Recorded data:
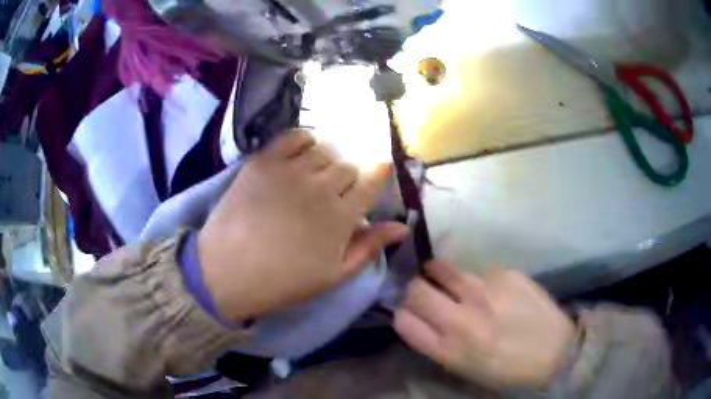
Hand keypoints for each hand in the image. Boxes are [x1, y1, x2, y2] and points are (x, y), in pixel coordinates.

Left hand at [199, 130, 408, 321]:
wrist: (227, 270)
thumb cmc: (283, 279)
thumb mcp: (334, 274)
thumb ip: (369, 247)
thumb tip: (403, 227)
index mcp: (341, 217)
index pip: (371, 181)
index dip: (378, 173)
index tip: (378, 170)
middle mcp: (320, 187)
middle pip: (347, 166)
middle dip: (347, 178)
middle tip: (333, 194)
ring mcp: (290, 170)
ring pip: (323, 150)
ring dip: (325, 162)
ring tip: (312, 178)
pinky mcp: (264, 161)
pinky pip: (294, 137)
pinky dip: (303, 142)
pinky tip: (299, 158)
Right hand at [394, 261, 575, 388]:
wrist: (556, 351)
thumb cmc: (506, 368)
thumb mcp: (464, 368)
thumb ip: (435, 343)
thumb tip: (415, 317)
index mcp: (449, 349)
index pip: (403, 319)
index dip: (402, 313)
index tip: (411, 312)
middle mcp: (462, 318)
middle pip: (415, 289)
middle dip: (414, 290)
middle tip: (426, 292)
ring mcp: (486, 292)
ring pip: (442, 268)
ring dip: (439, 274)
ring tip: (450, 281)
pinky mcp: (507, 274)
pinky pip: (478, 271)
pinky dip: (478, 280)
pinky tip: (495, 291)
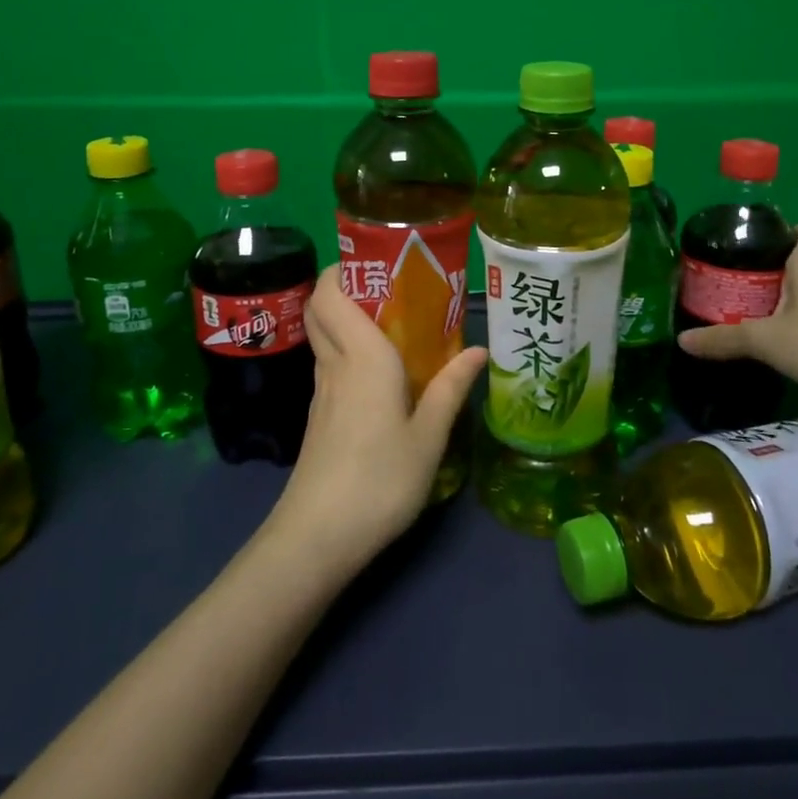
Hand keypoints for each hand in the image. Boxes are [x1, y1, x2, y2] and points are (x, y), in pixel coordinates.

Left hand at [268, 264, 486, 572]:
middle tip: (391, 287)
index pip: (330, 294)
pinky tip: (381, 371)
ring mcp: (321, 392)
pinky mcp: (318, 416)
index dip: (342, 269)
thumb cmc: (380, 479)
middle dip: (344, 287)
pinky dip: (347, 350)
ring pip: (324, 336)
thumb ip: (452, 388)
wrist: (318, 537)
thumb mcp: (429, 436)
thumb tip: (479, 349)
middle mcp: (335, 364)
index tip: (376, 260)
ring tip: (394, 322)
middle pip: (320, 308)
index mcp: (362, 356)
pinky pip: (330, 364)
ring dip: (347, 318)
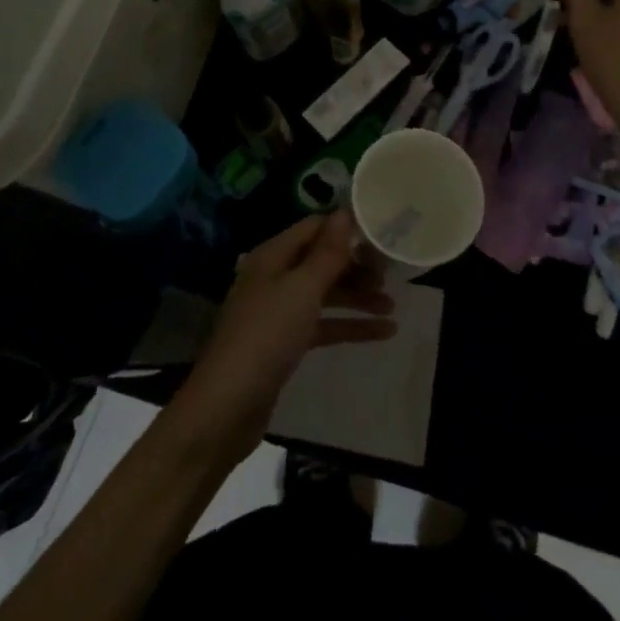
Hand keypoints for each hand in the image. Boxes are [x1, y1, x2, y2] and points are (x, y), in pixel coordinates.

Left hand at [172, 210, 396, 461]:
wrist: (226, 407)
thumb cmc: (266, 336)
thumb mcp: (302, 290)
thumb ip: (327, 253)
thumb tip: (345, 212)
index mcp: (273, 256)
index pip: (314, 228)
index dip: (346, 229)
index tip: (381, 235)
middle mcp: (275, 277)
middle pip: (322, 261)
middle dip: (356, 266)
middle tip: (391, 275)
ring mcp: (279, 312)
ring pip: (326, 294)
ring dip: (358, 298)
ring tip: (393, 306)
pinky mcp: (286, 343)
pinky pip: (324, 325)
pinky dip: (350, 326)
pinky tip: (383, 333)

*PROBLEM REQUIREMENTS*.
The reply should hold exactly the lines above, starting at the line with "pinky dip: (347, 350)" and ending at the line with "index mcp: (273, 256)", and no pictures.

*ANSWER SECTION*.
pinky dip: (347, 350)
ring pip: (324, 336)
thumb ip: (452, 388)
wrist: (318, 537)
thumb mcp: (429, 436)
thumb tip: (479, 349)
middle mcp: (335, 364)
index tip: (376, 260)
ring tip: (394, 322)
middle pip: (320, 308)
index mcp: (362, 356)
pinky pip: (330, 364)
ring dip: (347, 318)
Hand keypoints for each hand in the image. Boxes are [x1, y1, x2, y2] and points are (x, y), in pixel coordinates.

Left hand at [172, 210, 396, 461]:
wrist: (226, 407)
thumb cmc: (266, 336)
thumb mcp: (302, 290)
thumb ip: (327, 253)
thumb tip: (345, 212)
index mcp: (273, 256)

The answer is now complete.